Cuando se inauguró el Centro Pompidou, diseñado por Enzo Piano y Richard Rogers, hace casi medio siglo, el escándalo fue mayúsculo. Era como un carro por debajo. Un edificio enorme con las tripas de colores por fuera: las vigas de amarre, los ductos de ventilación, los tubos que llevaban el agua y la energía, las escaleras eléctricas externas y transparentes. Esa arquitectura high-Tec, atrevida y revolucionaria, era un buen receptáculo para lo que iba a albergar, que era el arte del Siglo XX.

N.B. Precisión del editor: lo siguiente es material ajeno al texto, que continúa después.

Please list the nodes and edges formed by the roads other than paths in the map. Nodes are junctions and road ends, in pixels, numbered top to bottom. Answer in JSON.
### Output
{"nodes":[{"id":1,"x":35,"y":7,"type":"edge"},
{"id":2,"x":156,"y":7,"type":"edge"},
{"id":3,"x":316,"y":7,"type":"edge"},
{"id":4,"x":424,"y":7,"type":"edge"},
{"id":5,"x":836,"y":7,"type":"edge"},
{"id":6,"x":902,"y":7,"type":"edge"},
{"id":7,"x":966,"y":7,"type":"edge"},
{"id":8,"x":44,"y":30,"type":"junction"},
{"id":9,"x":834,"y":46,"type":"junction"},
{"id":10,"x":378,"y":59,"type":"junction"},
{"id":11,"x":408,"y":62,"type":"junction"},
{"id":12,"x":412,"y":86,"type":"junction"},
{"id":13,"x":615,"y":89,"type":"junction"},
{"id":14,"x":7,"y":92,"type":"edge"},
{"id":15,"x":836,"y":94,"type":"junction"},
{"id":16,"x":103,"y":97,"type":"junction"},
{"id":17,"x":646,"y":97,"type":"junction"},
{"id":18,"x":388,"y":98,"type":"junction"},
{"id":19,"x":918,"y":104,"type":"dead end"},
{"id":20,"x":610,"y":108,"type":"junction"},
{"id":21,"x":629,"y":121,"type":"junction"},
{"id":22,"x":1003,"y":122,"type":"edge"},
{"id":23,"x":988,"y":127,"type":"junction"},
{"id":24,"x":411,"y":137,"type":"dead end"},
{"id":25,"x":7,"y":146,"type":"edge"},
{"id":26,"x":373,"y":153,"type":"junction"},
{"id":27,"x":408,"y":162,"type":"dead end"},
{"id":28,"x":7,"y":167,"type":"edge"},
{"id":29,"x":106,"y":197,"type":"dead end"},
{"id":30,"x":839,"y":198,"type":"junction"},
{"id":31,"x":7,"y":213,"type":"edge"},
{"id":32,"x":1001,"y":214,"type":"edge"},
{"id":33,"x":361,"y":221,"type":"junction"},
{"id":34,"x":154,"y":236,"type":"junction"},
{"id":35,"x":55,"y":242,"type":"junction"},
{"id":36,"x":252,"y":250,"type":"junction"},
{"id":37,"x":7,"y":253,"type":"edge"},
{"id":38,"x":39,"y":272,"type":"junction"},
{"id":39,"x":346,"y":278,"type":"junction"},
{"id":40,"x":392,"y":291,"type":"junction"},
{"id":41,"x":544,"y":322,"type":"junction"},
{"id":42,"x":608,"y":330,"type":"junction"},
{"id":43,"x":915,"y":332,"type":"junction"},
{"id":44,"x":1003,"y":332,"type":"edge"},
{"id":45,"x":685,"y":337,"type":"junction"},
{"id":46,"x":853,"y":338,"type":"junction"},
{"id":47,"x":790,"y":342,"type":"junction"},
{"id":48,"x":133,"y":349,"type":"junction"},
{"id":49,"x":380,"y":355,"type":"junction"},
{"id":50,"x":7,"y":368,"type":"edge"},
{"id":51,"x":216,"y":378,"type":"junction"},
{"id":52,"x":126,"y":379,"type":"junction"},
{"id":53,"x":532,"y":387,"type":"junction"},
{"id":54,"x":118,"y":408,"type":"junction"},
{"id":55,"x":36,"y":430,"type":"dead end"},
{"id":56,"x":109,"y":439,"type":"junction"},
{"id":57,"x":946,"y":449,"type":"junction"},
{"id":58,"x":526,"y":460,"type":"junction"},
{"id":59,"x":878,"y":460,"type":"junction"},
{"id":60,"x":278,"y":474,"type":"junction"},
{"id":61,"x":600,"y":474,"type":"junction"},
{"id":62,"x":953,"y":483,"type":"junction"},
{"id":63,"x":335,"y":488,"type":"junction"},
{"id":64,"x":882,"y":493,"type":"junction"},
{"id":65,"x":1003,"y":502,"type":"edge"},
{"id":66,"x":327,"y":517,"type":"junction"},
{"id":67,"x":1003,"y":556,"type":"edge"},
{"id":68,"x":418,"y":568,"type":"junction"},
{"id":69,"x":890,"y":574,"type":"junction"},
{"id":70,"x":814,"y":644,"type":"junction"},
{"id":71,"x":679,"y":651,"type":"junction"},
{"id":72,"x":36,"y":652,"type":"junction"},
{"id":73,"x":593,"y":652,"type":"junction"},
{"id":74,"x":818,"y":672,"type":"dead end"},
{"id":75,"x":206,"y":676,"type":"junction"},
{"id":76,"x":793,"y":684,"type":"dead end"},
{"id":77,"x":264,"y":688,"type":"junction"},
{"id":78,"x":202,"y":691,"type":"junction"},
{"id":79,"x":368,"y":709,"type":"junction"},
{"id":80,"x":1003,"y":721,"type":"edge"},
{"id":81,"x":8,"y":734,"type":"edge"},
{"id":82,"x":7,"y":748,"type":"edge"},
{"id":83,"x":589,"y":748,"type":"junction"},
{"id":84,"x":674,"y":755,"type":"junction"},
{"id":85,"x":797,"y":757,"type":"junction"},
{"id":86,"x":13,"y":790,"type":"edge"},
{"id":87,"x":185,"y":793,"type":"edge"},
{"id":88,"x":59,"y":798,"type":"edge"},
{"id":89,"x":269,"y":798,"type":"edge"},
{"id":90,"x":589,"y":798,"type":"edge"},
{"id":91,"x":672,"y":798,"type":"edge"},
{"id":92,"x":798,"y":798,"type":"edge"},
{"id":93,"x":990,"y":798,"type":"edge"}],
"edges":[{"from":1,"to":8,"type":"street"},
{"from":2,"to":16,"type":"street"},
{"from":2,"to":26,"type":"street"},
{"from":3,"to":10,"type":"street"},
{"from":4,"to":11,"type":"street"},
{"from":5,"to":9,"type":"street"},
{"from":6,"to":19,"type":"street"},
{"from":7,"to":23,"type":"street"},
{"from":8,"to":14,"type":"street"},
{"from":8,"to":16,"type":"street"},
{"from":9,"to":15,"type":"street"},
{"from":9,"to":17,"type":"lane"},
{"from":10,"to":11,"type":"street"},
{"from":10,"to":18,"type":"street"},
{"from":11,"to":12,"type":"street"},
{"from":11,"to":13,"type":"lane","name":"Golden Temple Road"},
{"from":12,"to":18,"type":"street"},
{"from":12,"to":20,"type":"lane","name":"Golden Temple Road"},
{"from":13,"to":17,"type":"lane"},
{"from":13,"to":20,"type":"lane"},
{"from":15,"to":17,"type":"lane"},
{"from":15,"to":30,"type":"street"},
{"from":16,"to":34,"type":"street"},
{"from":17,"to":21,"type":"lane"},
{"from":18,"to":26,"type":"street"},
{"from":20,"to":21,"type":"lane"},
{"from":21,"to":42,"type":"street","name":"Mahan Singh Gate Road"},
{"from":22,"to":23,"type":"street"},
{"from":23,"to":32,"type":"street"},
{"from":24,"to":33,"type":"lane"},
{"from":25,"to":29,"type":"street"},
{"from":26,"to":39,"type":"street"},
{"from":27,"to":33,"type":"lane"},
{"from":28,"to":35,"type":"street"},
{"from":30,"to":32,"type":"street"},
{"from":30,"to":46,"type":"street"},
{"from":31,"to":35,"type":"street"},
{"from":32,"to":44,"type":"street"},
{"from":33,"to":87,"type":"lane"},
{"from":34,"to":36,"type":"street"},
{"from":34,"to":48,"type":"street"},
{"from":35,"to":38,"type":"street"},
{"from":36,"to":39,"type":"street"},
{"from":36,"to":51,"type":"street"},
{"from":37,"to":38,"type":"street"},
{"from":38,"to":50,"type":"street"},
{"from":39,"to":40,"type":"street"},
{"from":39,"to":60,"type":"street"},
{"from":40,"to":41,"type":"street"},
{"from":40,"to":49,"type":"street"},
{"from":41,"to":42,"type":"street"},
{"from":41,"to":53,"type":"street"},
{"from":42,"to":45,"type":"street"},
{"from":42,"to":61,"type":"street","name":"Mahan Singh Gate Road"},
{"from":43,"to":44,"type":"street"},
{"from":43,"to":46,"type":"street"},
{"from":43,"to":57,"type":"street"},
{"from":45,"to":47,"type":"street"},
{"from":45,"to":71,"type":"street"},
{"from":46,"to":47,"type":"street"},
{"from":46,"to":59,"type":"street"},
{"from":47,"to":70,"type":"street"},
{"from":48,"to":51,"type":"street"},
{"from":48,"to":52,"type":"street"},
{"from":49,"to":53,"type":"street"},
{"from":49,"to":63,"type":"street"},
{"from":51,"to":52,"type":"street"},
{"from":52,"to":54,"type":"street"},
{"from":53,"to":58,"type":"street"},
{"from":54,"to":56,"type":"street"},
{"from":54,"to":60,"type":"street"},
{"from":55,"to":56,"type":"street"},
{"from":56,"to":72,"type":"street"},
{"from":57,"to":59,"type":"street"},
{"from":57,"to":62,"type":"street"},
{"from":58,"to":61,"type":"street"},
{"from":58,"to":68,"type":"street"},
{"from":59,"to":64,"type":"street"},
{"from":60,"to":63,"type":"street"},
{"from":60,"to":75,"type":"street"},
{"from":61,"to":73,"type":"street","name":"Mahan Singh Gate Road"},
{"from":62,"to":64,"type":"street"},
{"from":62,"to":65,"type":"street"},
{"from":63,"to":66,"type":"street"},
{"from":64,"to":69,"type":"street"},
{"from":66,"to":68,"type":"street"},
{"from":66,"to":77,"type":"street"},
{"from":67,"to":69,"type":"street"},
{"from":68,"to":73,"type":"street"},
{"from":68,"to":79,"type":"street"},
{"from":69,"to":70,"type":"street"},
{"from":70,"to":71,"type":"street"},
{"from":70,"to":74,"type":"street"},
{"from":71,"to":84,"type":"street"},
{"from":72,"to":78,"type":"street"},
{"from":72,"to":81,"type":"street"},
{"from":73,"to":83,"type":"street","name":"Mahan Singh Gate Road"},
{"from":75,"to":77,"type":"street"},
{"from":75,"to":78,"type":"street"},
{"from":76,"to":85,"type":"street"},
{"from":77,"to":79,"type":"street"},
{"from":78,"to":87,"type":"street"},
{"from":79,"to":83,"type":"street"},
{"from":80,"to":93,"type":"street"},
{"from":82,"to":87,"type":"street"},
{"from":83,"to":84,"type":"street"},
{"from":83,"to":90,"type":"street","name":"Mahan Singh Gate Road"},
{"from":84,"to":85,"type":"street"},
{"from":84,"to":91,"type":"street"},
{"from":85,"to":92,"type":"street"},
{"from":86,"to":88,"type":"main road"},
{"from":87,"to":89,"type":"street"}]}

Se necesitaba un observador generoso y poético como el abuelo de Mona, para llevar a su nieta, a punto de quedarse ciega, a un recorrido por el Centro Pompidou, como remate a su paseo de siglos por los museos de París para que la niña guardara en su memoria la belleza del mundo, como lo narra Thomas Schlesser en su libro ‘Los Ojos de Mona’. De hecho, el arte moderno refleja al mundo moderno, pero no su belleza, sino su energía, sus contradicciones, sus desafíos, su arrogancia, su desdicha. Y su fealdad.

Tiene algunos aciertos el abuelo de Mona moviéndose entre esa selva de obras tan disímiles, tan desconcertantes, ninguna muy reciente, que prefiguran el fin de la pintura y de la escultura para dar paso a las grandes instalaciones tecnológicas que serán al final la máxima expresión artística del Siglo XXI, y requerirían otro museo. ‘La Aurora’ de Pablo Picasso, (1942) la figura humana descompuesta y recompuesta en ángulos sobre un plano que es el deseo, por lo demás exitoso, de romper toda la historia del arte en pedazos; debió llamarse ‘El crepúsculo’. ‘Pintura (plata sobre negro, amarillo y rojo)’ de Jackson Pollock, (1948) que crea formas nacidas de regar pintura de colores sobre un lienzo puesto en el piso (dripping) en una especie de alucinación inconsciente guiado por una fuerza incontrolable. Expresionismo abstracto, a veces afortunado.

Jean-Michel Basquiat, producto de los barrios bajos neoyorkinos, que muere muy joven de una sobredosis y lleva a los museos los grafitis callejeros, denunciando el racismo y la exclusión de la sociedad norteamericana; ‘Sin Título’ (1983) negro resumen de esa tragedia. Marcel Duchamp ‘Portabotellas’, (1914), que es un portabotellas y una bofetada a cualquier competencia técnica, porque arte para él es simplemente lo que se le ocurre al artista. René Magritte, ‘El modelo Rojo’ (1935) unos zapatos que se van convirtiendo en pies, pintura impecable que explora el surrealismo, el reino del subconsciente.

Frida Kahlo. ‘El Marco’ (1938) un autorretrato que resume su angustia, enmarcado por un vidrio pintado del folclor mexicano; el surrealismo expresado en su dolor de mujer atormentada, superado a través de la pintura de sí misma. Otra mujer que pinta todo lo contrario, Georgia O’Keeffe; ‘Estrías rojas, amarillas y negras’ (1945) son como oleadas de color de una clara connotación sexual femenina. El mundo glorioso de la carne.

Y algo muy bello, Constantin Brancusi, ‘El pájaro en el espacio’ (1941), que es la esencia de la escultura, la pureza total de las formas a través de la abstracción. De pronto escultores como Brancusii, Alexander Calder, Henry Moore, con su perfección formal, serán la imagen esperanzadora y sobreviviente del arte del Siglo XX en medio de la desolación de la pintura. Ningún nombre francés en esa larga lista. Mona termina su recorrido entre una sorpresa y una turbación, que la curan.